Dataset entries:

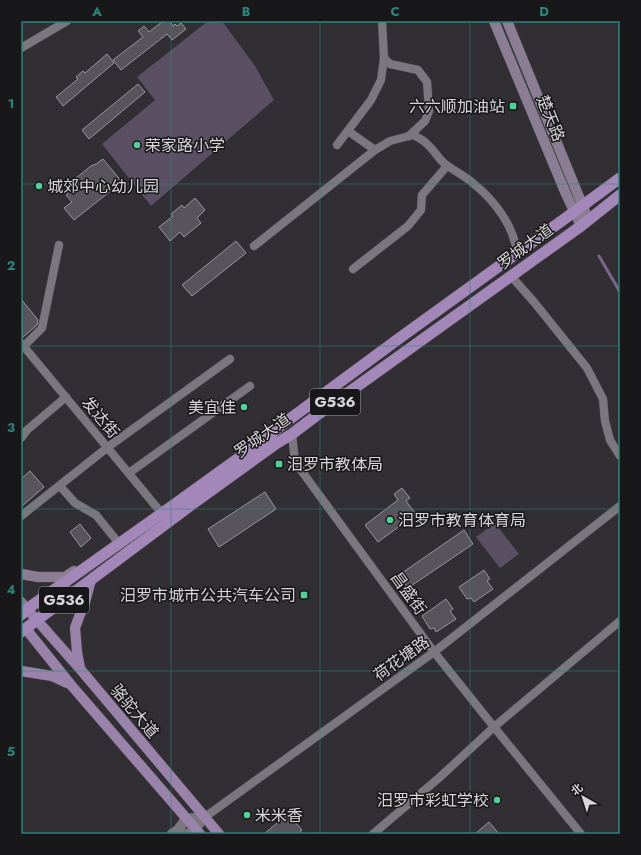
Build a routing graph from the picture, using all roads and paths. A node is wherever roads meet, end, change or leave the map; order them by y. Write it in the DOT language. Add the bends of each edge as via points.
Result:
graph roads {
  1 [pos="67,21"];
  2 [pos="382,21"];
  3 [pos="494,21"];
  4 [pos="507,21"];
  5 [pos="21,48"];
  6 [pos="384,58"];
  7 [pos="348,131"];
  8 [pos="409,136"];
  9 [pos="337,145"];
  10 [pos="375,150"];
  11 [pos="447,166"];
  12 [pos="620,178"];
  13 [pos="620,195"];
  14 [pos="578,209"];
  15 [pos="585,223"];
  16 [pos="59,245"];
  17 [pos="254,246"];
  18 [pos="517,253"];
  19 [pos="353,269"];
  20 [pos="511,276"];
  21 [pos="22,347"];
  22 [pos="230,359"];
  23 [pos="250,386"];
  24 [pos="66,397"];
  25 [pos="292,434"];
  26 [pos="21,438"];
  27 [pos="108,447"];
  28 [pos="620,456"];
  29 [pos="128,473"];
  30 [pos="60,486"];
  31 [pos="175,504"];
  32 [pos="620,506"];
  33 [pos="159,510"];
  34 [pos="21,516"];
  35 [pos="117,541"];
  36 [pos="21,574"];
  37 [pos="91,580"];
  38 [pos="23,609"];
  39 [pos="37,620"];
  40 [pos="620,621"];
  41 [pos="23,628"];
  42 [pos="434,652"];
  43 [pos="81,670"];
  44 [pos="21,671"];
  45 [pos="71,685"];
  46 [pos="494,727"];
  47 [pos="205,817"];
  48 [pos="186,819"];
  49 [pos="194,833"];
  50 [pos="172,834"];
  51 [pos="219,834"];
  52 [pos="373,834"];
  53 [pos="582,834"];
  1 -- 5 [label="street"];
  2 -- 6 [label="street"];
  3 -- 14 [label="main road, 楚天路" via="560,180"];
  4 -- 14 [label="main road, 楚天路"];
  6 -- 7 [label="street" via="381,80 371,100"];
  6 -- 8 [label="street" via="390,64 418,70 428,82 429,111 425,121"];
  7 -- 9 [label="street"];
  7 -- 10 [label="street"];
  8 -- 10 [label="street" via="390,141"];
  8 -- 11 [label="street" via="413,135 427,143"];
  10 -- 17 [label="street"];
  11 -- 18 [label="street" via="474,184 495,204 513,235"];
  11 -- 19 [label="street" via="422,195 421,210 408,226"];
  12 -- 14 [label="highway, 罗城大道 / G536"];
  13 -- 15 [label="highway, 罗城大道 / G536"];
  14 -- 15 [label="main road, 楚天路"];
  14 -- 18 [label="highway, 罗城大道 / G536"];
  15 -- 20 [label="highway, 罗城大道 / G536"];
  16 -- 21 [label="street" via="42,328"];
  18 -- 31 [label="highway, 罗城大道 / G536"];
  20 -- 25 [label="highway, 罗城大道 / G536"];
  20 -- 28 [label="street" via="587,368 603,399 610,440"];
  21 -- 24 [label="street, 发达街"];
  22 -- 27 [label="street"];
  23 -- 29 [label="street"];
  24 -- 26 [label="street"];
  24 -- 27 [label="street, 发达街"];
  25 -- 37 [label="highway, 罗城大道 / G536"];
  25 -- 42 [label="street, 昌盛街" via="295,462"];
  27 -- 29 [label="street, 发达街"];
  27 -- 30 [label="street"];
  29 -- 33 [label="street, 发达街"];
  30 -- 34 [label="street"];
  30 -- 35 [label="street" via="74,503 96,515"];
  31 -- 33 [label="main road"];
  31 -- 38 [label="highway, 罗城大道 / G536"];
  32 -- 42 [label="street, 荷花塘路"];
  33 -- 35 [label="main road"];
  35 -- 36 [label="main road" via="65,577"];
  37 -- 39 [label="highway, 罗城大道 / G536"];
  37 -- 43 [label="main road" via="75,628"];
  38 -- 39 [label="main road, 骆驼大道"];
  39 -- 41 [label="highway, 罗城大道 / G536"];
  39 -- 43 [label="main road, 骆驼大道"];
  40 -- 46 [label="street"];
  41 -- 45 [label="main road, 骆驼大道"];
  42 -- 46 [label="street, 昌盛街"];
  42 -- 47 [label="street, 荷花塘路"];
  43 -- 47 [label="main road, 骆驼大道"];
  44 -- 45 [label="main road" via="52,676"];
  45 -- 48 [label="main road, 骆驼大道"];
  46 -- 52 [label="street"];
  46 -- 53 [label="street, 昌盛街"];
  47 -- 48 [label="street"];
  47 -- 49 [label="street, 荷花塘路"];
  47 -- 51 [label="main road, 骆驼大道"];
  48 -- 49 [label="main road, 骆驼大道"];
  48 -- 50 [label="street"];
}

● WHAT YOU SHOULD DO: Each line of the data that has the string "graph" should be returned.

● WRITTEN SOLUTION:
Build a routing graph from the picture, using all roads and paths. A node is wherever roads meet, end, change or leave the map; order them by y. Write it in the DOT language. Add the bends of each edge as via points.
graph roads {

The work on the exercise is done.